Lindsay Angus, Baxter-Parker Gregory, Gieseg Steven P
Institution for Physical Activity and Nutrition (IPAN), School of Exercise and Nutrition Sciences, Deakin University, Geelong, Australia.
School of Biological Sciences, University of Canterbury, Christchurch 8140, New Zealand.
J Clin Med. 2019 Sep 3;8(9):1383. doi: 10.3390/jcm8091383.

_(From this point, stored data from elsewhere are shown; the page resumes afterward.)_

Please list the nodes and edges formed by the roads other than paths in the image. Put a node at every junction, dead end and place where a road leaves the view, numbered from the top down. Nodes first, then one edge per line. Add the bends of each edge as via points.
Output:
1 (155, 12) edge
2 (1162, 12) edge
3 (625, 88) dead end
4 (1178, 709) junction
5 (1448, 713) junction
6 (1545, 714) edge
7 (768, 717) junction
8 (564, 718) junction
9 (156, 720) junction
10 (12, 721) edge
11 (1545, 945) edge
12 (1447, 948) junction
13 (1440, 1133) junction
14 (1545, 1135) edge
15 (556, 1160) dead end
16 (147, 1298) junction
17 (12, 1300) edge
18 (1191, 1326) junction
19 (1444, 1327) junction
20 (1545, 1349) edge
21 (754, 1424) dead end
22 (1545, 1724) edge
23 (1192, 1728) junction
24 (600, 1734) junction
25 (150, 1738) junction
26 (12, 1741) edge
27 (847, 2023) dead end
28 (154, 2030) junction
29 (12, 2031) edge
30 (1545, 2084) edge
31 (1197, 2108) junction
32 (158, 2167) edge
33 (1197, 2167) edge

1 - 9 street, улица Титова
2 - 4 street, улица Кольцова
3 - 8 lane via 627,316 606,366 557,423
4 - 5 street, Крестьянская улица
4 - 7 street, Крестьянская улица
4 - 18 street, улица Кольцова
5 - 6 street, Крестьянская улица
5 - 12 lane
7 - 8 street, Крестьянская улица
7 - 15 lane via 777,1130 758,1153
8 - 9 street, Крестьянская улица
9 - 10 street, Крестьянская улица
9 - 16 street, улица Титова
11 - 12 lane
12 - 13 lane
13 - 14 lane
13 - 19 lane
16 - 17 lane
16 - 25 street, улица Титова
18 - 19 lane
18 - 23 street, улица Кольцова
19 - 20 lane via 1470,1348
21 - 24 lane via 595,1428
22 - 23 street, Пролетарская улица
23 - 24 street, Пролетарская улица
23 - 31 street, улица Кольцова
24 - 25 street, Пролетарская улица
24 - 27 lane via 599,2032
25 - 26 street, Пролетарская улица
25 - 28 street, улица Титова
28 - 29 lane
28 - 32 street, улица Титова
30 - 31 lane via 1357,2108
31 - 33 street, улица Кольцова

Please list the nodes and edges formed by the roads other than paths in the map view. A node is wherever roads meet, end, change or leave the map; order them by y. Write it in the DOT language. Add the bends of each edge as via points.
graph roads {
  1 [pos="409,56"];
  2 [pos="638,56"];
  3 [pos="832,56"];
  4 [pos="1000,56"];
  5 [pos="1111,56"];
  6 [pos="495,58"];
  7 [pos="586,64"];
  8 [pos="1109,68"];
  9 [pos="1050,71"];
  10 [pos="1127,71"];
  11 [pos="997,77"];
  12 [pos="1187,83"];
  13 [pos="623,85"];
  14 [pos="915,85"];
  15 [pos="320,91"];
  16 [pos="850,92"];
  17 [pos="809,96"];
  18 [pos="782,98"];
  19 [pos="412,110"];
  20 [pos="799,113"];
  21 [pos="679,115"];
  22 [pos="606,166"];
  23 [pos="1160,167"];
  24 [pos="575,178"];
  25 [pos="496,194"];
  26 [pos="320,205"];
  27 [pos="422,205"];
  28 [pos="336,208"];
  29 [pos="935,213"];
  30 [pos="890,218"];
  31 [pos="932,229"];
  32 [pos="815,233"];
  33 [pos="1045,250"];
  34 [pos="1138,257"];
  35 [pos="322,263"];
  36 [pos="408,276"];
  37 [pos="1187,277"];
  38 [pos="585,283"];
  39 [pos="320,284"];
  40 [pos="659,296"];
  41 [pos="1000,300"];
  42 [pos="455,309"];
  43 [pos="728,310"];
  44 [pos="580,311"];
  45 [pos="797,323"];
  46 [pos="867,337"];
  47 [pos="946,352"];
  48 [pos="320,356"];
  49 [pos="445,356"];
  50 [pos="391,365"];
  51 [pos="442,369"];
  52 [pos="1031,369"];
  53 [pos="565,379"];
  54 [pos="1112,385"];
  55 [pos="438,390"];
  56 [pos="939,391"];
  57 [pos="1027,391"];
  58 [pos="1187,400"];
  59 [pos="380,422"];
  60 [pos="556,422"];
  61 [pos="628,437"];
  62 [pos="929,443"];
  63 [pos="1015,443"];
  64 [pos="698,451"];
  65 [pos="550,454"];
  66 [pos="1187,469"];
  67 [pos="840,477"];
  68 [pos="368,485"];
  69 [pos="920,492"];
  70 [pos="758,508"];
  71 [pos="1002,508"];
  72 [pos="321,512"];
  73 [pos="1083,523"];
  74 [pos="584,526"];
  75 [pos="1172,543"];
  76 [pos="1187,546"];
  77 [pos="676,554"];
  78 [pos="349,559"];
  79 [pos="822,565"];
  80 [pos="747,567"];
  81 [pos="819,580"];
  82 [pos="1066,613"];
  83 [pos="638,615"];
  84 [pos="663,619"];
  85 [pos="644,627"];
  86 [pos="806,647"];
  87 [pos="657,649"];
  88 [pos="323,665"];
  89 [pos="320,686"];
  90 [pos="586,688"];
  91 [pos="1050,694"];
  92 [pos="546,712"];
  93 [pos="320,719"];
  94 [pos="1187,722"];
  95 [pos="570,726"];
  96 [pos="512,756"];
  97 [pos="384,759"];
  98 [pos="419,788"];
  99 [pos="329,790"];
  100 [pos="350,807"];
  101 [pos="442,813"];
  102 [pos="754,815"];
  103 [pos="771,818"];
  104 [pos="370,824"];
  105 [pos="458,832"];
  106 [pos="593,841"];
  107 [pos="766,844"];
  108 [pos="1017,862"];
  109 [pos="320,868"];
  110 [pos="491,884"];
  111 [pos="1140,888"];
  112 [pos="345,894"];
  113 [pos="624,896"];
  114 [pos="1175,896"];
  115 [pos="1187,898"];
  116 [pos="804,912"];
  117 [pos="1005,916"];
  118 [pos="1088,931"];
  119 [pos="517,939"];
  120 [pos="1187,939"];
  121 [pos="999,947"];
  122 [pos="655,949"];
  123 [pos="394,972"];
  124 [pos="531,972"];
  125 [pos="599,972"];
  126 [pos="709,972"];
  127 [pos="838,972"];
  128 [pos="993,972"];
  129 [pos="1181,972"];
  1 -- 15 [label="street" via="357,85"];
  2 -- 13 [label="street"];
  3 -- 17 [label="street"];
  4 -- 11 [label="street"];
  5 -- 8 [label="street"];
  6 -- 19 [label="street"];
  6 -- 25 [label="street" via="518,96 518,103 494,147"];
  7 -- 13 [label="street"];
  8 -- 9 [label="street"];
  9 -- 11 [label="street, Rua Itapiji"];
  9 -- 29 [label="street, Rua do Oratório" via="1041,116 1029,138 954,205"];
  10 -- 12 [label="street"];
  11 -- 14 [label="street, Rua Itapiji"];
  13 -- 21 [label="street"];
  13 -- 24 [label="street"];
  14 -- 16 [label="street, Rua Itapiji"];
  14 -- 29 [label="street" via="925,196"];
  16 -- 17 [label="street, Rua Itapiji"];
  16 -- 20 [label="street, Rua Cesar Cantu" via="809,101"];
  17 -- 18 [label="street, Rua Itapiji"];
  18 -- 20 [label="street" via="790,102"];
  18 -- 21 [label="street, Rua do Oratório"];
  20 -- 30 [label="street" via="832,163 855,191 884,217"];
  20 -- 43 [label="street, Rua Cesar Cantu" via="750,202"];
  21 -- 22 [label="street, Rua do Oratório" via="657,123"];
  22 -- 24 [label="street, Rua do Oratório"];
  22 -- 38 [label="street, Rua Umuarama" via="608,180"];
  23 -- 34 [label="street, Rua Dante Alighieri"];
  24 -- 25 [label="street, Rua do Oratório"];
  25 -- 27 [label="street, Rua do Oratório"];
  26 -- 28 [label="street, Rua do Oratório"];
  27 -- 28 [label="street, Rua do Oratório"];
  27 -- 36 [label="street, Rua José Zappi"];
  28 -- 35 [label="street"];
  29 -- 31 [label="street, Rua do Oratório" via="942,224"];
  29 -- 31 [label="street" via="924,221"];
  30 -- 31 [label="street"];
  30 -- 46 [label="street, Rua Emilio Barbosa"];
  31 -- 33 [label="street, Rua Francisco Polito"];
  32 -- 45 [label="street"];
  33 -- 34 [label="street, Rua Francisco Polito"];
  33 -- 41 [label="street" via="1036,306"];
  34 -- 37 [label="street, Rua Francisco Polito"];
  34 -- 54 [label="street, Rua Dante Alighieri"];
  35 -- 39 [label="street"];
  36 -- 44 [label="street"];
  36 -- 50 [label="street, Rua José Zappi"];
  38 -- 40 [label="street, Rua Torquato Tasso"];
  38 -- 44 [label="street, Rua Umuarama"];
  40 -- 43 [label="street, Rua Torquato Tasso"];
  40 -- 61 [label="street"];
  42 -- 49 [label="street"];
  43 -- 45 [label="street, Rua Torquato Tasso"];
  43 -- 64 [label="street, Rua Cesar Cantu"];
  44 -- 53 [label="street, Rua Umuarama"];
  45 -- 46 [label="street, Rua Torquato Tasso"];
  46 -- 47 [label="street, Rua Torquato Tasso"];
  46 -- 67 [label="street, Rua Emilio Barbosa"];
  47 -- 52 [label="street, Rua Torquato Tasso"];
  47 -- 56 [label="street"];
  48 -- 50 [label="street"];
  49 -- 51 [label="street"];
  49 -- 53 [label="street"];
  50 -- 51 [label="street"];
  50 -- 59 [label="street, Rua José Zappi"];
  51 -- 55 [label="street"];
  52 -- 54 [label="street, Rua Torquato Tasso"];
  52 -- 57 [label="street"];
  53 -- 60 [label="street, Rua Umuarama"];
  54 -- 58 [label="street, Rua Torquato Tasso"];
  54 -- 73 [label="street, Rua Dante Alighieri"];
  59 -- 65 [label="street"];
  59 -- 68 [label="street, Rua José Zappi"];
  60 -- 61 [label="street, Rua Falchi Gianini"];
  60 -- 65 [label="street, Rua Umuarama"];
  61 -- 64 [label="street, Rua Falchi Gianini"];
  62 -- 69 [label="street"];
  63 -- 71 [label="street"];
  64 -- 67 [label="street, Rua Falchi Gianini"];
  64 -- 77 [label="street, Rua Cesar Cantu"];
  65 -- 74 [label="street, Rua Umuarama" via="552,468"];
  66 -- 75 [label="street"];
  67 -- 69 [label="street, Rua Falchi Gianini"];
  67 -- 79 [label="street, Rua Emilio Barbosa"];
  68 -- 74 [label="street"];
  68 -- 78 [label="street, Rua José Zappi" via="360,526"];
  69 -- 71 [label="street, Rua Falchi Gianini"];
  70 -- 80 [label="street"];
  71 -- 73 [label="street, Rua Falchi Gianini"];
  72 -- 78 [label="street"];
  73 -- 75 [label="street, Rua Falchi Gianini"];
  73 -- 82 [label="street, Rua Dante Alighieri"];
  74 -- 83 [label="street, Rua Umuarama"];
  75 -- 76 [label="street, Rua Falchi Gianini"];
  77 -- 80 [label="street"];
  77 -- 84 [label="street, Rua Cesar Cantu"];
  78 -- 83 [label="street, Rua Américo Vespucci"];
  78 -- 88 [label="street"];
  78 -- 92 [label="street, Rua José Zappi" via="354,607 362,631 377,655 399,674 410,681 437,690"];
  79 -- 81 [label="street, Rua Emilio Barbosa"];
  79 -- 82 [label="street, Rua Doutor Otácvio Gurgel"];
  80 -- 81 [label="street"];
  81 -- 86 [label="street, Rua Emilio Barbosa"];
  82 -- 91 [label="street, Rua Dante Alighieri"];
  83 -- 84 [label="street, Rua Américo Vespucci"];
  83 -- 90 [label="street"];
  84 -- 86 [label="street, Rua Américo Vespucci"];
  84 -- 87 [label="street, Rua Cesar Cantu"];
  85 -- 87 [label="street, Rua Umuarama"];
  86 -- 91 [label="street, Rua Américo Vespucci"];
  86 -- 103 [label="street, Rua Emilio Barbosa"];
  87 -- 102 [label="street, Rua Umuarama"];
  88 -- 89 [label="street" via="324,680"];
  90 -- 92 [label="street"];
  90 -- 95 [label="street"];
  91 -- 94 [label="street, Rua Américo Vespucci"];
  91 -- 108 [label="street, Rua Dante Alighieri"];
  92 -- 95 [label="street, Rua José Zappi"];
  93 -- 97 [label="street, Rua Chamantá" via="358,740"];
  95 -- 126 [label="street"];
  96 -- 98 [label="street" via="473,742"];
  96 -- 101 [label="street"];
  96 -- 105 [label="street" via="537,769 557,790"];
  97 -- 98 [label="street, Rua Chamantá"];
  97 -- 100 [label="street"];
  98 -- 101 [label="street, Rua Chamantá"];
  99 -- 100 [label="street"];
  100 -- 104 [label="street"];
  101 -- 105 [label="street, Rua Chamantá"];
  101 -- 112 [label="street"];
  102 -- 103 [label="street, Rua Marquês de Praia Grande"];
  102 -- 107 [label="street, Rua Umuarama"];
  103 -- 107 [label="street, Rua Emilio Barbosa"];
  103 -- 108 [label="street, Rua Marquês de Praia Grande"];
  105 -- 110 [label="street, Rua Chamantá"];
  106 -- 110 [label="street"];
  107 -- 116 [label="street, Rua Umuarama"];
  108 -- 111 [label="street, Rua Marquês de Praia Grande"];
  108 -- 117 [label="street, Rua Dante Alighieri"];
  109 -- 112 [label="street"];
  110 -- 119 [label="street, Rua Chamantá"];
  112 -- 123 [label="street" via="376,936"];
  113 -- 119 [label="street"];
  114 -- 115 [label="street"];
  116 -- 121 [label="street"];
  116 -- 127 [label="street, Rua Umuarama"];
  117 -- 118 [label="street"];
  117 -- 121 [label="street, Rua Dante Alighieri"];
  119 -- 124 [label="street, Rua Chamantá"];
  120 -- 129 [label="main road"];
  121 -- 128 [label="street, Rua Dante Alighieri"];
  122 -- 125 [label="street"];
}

We performed a systematic review of the literature to evaluate pterins as biomarkers of mechanical and impact-induced trauma. MEDLINE and Scopus were searched in March 2019. We included in vivo human studies that measured a pterin in response to mechanical or impact-induced trauma with no underlying prior disease or complication. We included 40 studies with a total of 3829 subjects. Seventy-seven percent of studies measured a significant increase in a pterin, primarily neopterin or total neopterin (neopterin + 7,8-dihydroneopterin). Fifty-one percent of studies measured an increase within 24 h or trauma, while 46% measured increases beyond 48 h. Pterins also showed promise as predictors of post-trauma complications such as sepsis, multi-organ failure and mortality. Exercise-induced trauma and traumatic brain injury caused an immediate increase in neopterin or total neopterin, while patients of multiple trauma had elevated pterin levels that remained above baseline for several days. Pterin concentration changes in response to surgery were variable with patients undergoing cardiac surgery having immediate and sustained pterin increases, while hysterectomy, liver resection or hysterectomy showed no change. This review provides systematic evidence that pterins, in particular neopterin and total neopterin, increase in response to multiple forms of mechanical or impact-induced trauma.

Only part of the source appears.